When it comes to criminal cases the objective is not only to enforce our societal rules but to ensure a just outcome for both the state and the defendant; and it’s hard to see how justice for any party is achieved when a prosecutor takes it upon himself to determine that an adolescent should be charged as an adult. A determination that brings with it a sentence with no guaranteed parole and states that are known for denying parolees before their hearing even took place.
I know from personal experience how unpopular it can be to defend someone who has allegedly committed an atrocity. I know because I too am that someone. My innocence or the incongruities of the state’s case against me has always meant very little to the responsible parties of my wrongful conviction. And a large part of what is so infuriating about a case like Tasha’s is just how quick these elected district attorneys are to pull the trigger on extinguishing a young life, and at the same time unwilling to do the same for the kinds of legislation and societal investment that would prevent countless other tragedies just like this one from taking place in the first place.
Whether they should be given “leniency” (as some politicians on the right have described it), or whether their youth should be a mitigating factor in sentencing, since there exists a plethora of evidence showing that their undeveloped minds and youth makes them more receptive to rehabilitative efforts, is a dilemma that we need to confront, discounting the fear-based rhetoric while turning up the volume on the research and evidence all around us.
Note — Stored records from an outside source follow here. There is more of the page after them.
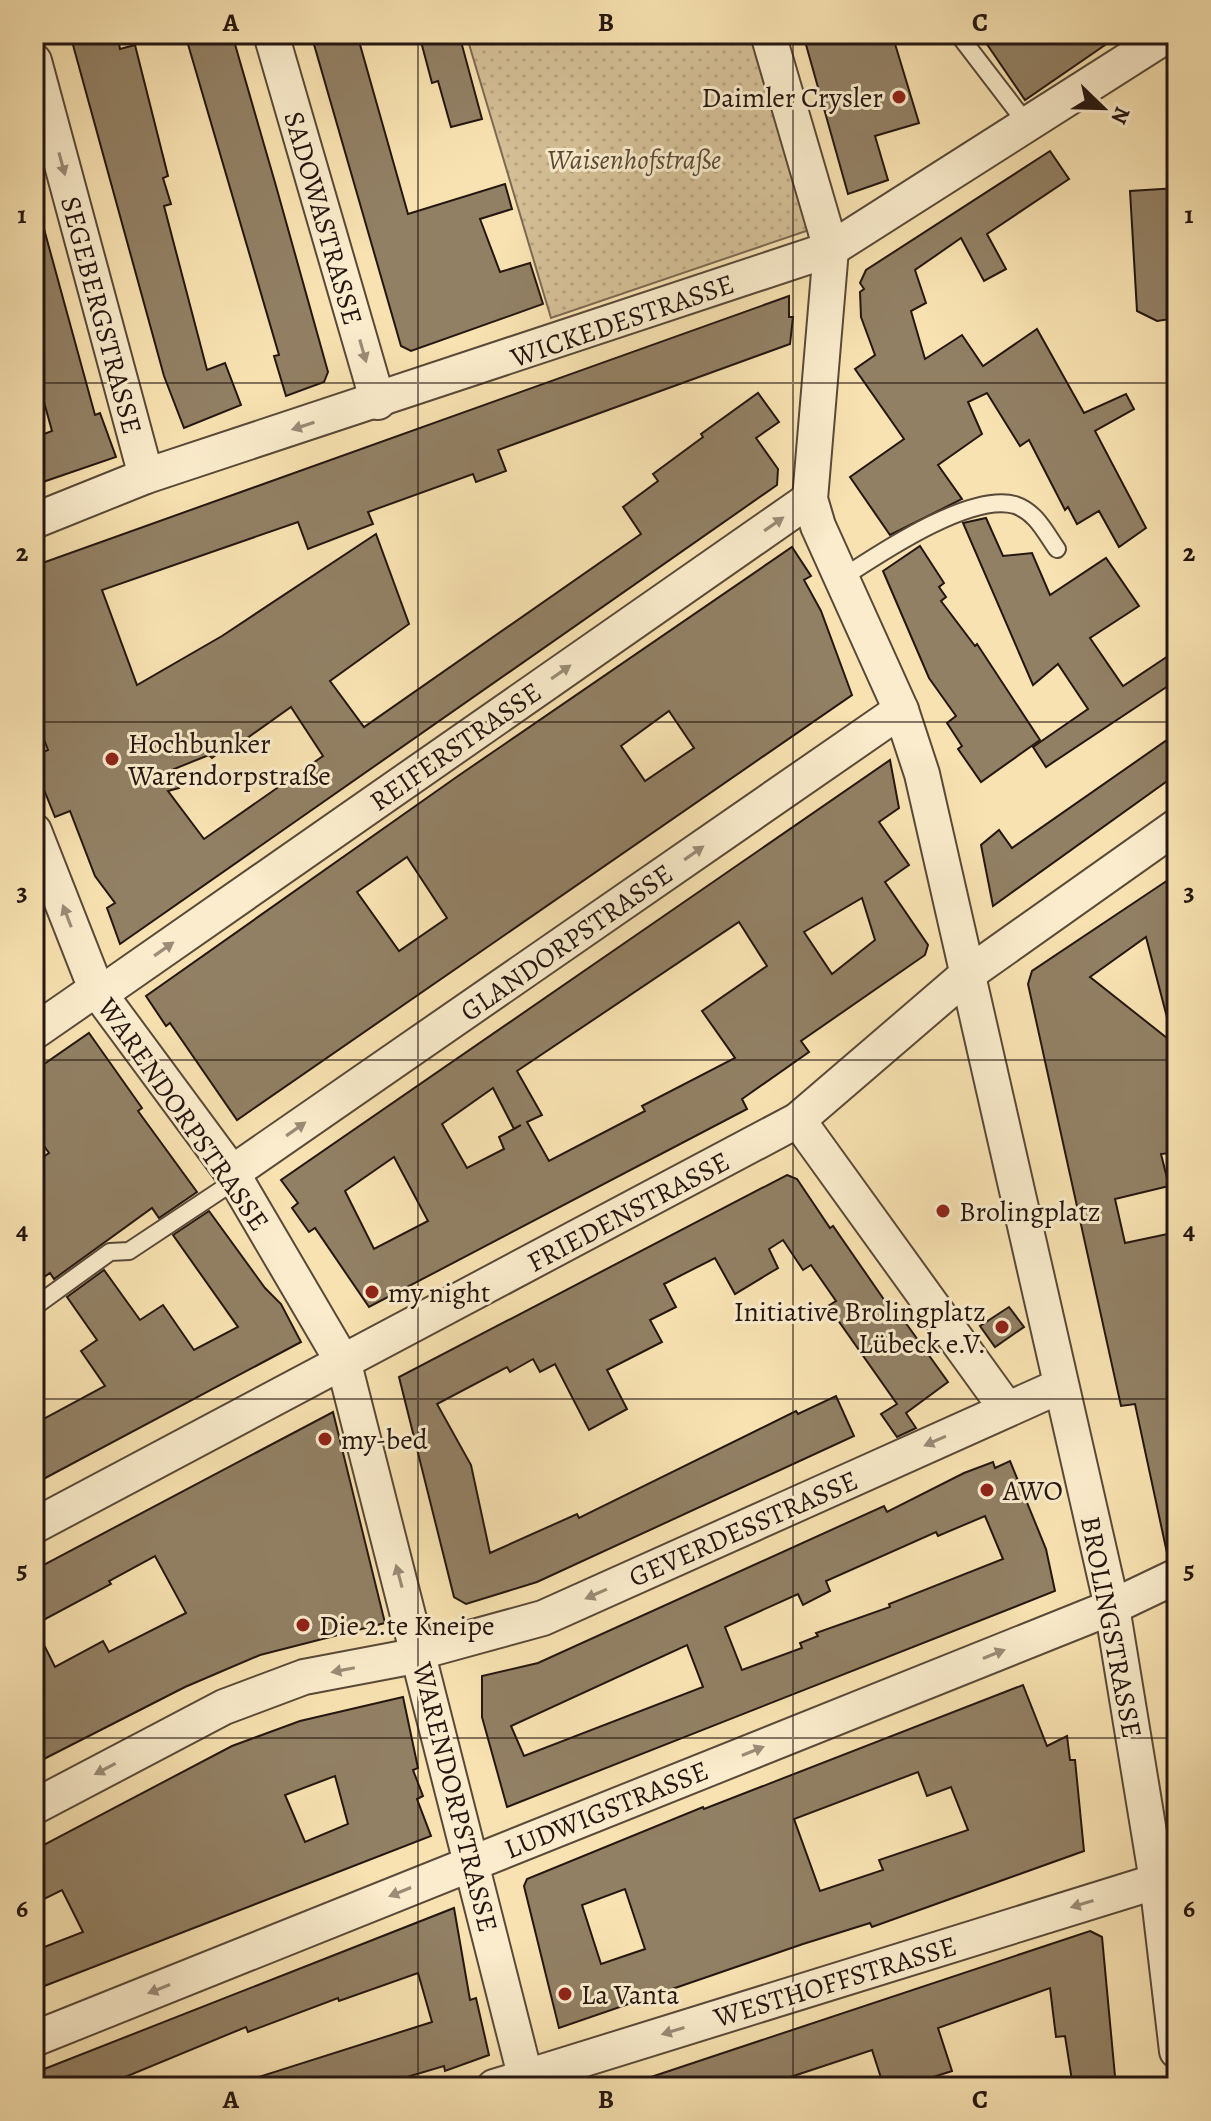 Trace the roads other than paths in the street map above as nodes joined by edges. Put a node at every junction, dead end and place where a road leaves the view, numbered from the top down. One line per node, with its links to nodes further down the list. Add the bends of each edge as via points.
1 (271, 34): 8 (street, SADOWASTRASSE, one-way to 8)
2 (768, 34): 7 (street)
3 (958, 34): 6 (lane)
4 (1169, 34): 6 (street, WICKEDESTRASSE)
5 (34, 61): 9 (street, SEGEBERGSTRASSE, one-way to 9)
6 (1027, 124): 7 (street, WICKEDESTRASSE)
7 (831, 249): 8 (street, WICKEDESTRASSE); 10 (street)
8 (378, 402): 9 (street, WICKEDESTRASSE, one-way to 9)
9 (146, 476): 11 (street, WICKEDESTRASSE)
10 (810, 499): 13 (street); 18 (street, REIFERSTRASSE, one-way to 10)
11 (34, 521)
12 (1057, 549): 13 (lane, via 1035,516 1015,505 989,503 909,535)
13 (842, 578): 14 (street)
14 (901, 710): 17 (street, via 922,774); 21 (street, GLANDORPSTRASSE, one-way to 14)
15 (1177, 826): 17 (street, FRIEDENSTRASSE)
16 (34, 831): 18 (street, WARENDORPSTRASSE, one-way to 16)
17 (968, 974): 20 (street, FRIEDENSTRASSE); 24 (street, BROLINGSTRASSE, via 1025,1257)
18 (98, 991): 19 (street, REIFERSTRASSE); 21 (street, WARENDORPSTRASSE)
19 (34, 1032)
20 (798, 1120): 23 (street, FRIEDENSTRASSE); 25 (street)
21 (234, 1177): 22 (lane, via 129,1251 110,1252); 23 (street, WARENDORPSTRASSE)
22 (34, 1307)
23 (344, 1364): 26 (street, FRIEDENSTRASSE); 29 (street, WARENDORPSTRASSE, one-way to 23)
24 (1060, 1386): 25 (street, GEVERDESSTRASSE); 28 (street, BROLINGSTRASSE)
25 (1006, 1408): 29 (street, GEVERDESSTRASSE, one-way to 29, via 543,1618)
26 (34, 1526)
27 (1177, 1576): 28 (street, LUDWIGSTRASSE)
28 (1112, 1607): 31 (street, LUDWIGSTRASSE, one-way to 28); 32 (street, BROLINGSTRASSE)
29 (420, 1653): 30 (street, GEVERDESSTRASSE, one-way to 30, via 304,1677 224,1707); 31 (street, WARENDORPSTRASSE)
30 (34, 1807)
31 (473, 1863): 33 (street, LUDWIGSTRASSE, one-way to 33); 35 (street, WARENDORPSTRASSE)
32 (1167, 1878): 34 (street, BROLINGSTRASSE); 35 (street, WESTHOFFSTRASSE, one-way to 35)
33 (34, 2039)
34 (1177, 2051)
35 (516, 2084)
The only beneficiary of this “bridge to nowhere” arrangement, that is mass incarceration, are the contractors who provide this unnecessary service at the expense of the preventative, community investments that should be pursued, but won’t, due to the already established arrangement of doubling down on this loosing hand of caging our problems.
My intent is not to discount or discredit the pain and suffering that Tasha’s actions have caused to the victim’s family and the community at large. Both are so real they are palpable. But healing is not going to be achieved through the systematic, penal torture problem of this living, breathing, feeling, consciously aware woman who has long since proven her rehabilitation.
Countability for our individual actions is crucial for our society to affectively govern itself, encouraging certain behaviors over others. But the only way to give justice to victims is to help prevent them from being victims in the first place. If all we can offer someone who has had their life outwardly and inwardly dismantled and wrecked by some senseless crime are empty words about remorse and vengeance, then we have failed as a society.
Tasha deserves a second chance and a free life, and the message that her freedom will send to every violent youth offender is the one we want to send: find yourself, work hard, rehabilitate, and we will give you a second chance.
Latasha Brown Source: Change.org
Sign Tasha’s petition at change.org/please-send- Latasha-Brown-Home. In doing so you make a statement to the business that is America: we are more than numbers accounted for on your ballot sheets, we are a nation of people; and our society will not be built around your profit schemes.
Let’s make ‘Second Chance’ legislation a priority and national agenda LWOP, as I have previously wrote, is not the best of what we are — it’s a stopgap from where we have been to where we must go. Denying someones freedom who has demonstrated their rehabilitative state is so far and beyond “cruel and unusual” it’s barbaric and we the people are better than this, and it’s pass time for us to demonstrate as much.